RECORDS TO USE ->
%%

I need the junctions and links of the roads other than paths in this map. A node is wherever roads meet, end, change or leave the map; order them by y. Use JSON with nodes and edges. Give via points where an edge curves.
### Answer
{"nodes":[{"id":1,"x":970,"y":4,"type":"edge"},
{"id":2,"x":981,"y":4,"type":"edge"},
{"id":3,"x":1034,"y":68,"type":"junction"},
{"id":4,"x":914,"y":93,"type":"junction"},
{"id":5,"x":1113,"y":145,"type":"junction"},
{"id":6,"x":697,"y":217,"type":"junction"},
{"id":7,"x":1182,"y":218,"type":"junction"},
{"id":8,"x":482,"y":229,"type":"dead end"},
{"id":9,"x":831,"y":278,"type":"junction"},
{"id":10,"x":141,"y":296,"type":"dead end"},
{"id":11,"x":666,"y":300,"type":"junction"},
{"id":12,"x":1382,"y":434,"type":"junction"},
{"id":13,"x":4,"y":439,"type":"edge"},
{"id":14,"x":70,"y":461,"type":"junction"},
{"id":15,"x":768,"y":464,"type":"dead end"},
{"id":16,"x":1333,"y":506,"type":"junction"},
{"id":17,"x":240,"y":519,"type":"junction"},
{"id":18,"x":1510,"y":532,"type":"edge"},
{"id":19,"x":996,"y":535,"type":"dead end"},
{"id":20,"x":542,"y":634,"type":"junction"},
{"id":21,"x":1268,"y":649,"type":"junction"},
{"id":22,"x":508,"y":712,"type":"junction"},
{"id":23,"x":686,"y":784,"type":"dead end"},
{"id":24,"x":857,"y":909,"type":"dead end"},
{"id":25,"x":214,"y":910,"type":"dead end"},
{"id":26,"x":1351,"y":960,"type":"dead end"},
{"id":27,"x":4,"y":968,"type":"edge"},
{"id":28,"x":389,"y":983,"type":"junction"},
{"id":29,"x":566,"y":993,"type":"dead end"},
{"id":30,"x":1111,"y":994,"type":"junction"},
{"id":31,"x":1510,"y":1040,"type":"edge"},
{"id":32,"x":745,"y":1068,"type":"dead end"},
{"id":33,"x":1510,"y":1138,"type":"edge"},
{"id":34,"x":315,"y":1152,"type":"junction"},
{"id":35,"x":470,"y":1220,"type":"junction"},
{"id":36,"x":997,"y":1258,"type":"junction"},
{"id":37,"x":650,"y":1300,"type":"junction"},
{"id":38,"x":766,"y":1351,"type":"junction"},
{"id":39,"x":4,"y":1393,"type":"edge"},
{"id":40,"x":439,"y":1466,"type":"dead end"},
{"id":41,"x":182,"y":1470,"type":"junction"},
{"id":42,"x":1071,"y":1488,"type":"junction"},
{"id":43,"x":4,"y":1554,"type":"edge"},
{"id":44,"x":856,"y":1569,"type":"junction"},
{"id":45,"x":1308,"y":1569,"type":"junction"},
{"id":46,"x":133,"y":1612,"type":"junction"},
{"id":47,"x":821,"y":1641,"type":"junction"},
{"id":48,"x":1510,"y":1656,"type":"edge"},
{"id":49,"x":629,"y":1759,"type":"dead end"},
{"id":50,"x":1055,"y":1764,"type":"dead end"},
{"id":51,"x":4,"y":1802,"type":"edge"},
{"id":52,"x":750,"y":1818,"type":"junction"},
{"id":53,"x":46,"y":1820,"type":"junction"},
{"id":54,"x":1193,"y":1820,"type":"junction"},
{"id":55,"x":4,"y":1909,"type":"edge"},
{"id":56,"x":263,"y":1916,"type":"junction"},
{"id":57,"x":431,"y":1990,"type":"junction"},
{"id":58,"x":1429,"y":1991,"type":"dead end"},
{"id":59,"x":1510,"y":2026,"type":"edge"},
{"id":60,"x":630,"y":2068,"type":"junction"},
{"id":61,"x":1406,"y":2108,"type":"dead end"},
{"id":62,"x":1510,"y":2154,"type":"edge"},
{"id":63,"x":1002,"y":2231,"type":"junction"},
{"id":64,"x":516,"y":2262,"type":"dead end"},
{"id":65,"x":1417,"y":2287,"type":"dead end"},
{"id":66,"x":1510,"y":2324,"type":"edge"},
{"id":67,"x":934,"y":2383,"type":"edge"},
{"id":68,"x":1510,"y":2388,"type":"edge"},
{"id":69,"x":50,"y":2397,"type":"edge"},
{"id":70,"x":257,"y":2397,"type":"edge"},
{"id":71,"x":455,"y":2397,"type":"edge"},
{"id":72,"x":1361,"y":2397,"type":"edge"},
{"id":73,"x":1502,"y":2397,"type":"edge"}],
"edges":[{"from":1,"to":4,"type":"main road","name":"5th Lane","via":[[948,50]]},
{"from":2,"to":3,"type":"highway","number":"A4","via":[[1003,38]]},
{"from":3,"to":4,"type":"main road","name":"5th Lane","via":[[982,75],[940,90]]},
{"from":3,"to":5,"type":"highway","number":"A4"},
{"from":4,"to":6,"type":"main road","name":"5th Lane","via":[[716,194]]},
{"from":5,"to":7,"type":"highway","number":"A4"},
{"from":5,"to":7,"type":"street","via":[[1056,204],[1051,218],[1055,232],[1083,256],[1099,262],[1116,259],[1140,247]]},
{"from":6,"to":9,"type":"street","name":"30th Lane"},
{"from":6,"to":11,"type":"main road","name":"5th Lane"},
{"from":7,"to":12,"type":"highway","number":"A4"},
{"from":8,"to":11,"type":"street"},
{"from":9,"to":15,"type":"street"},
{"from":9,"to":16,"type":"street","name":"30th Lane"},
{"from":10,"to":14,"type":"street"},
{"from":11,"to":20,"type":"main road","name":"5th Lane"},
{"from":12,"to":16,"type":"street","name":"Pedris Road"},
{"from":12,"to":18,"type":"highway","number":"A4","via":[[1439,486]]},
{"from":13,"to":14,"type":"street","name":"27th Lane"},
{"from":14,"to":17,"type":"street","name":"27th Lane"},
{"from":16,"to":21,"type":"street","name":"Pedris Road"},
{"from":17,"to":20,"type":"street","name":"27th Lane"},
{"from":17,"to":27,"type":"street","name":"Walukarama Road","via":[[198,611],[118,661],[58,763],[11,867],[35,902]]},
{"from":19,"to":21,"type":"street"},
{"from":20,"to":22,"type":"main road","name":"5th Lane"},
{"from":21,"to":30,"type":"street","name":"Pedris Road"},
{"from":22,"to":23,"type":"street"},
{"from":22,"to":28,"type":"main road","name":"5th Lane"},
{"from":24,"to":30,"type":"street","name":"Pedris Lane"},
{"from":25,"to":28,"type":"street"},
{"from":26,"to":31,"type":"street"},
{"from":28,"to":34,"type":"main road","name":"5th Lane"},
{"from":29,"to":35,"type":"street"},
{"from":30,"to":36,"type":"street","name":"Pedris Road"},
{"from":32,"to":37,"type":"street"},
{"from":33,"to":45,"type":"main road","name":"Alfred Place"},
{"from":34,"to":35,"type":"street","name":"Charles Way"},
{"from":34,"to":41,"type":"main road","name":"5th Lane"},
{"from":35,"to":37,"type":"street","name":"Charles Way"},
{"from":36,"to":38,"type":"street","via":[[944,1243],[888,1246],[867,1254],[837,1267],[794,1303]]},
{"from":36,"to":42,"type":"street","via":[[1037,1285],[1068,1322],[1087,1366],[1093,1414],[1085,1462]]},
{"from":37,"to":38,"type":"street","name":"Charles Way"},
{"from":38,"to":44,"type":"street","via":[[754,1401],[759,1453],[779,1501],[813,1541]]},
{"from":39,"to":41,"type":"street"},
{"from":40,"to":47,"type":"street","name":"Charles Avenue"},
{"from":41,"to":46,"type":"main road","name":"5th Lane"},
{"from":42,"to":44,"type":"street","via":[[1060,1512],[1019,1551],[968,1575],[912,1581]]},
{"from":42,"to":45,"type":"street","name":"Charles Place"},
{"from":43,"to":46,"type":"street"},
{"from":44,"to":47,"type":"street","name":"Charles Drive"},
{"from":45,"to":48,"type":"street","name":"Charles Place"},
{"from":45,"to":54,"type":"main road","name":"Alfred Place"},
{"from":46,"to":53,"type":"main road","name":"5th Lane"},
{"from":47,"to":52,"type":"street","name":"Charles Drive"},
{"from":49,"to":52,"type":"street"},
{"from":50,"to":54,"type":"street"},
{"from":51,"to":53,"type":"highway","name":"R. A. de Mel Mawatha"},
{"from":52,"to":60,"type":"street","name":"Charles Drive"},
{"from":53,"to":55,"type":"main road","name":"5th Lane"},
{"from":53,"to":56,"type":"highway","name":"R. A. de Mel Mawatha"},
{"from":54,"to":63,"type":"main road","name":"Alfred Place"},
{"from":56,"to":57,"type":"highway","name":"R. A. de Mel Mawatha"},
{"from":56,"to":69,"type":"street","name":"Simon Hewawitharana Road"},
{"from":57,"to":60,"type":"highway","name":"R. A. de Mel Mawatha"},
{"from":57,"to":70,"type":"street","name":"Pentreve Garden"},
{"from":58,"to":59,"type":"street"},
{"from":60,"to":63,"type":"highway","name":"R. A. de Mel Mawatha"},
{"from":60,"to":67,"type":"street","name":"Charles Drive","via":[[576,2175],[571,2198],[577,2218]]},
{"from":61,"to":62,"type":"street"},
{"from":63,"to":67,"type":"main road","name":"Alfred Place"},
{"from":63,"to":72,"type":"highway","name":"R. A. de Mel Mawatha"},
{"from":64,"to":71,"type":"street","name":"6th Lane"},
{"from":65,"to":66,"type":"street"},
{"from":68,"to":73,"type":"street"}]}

%%

DESCRIPTION OF THE TASK -> Above are the records; copy each line from them that includes the string "Pedris".

ANSWER FOR THE TASK ->
{"from":12,"to":16,"type":"street","name":"Pedris Road"},
{"from":16,"to":21,"type":"street","name":"Pedris Road"},
{"from":21,"to":30,"type":"street","name":"Pedris Road"},
{"from":24,"to":30,"type":"street","name":"Pedris Lane"},
{"from":30,"to":36,"type":"street","name":"Pedris Road"},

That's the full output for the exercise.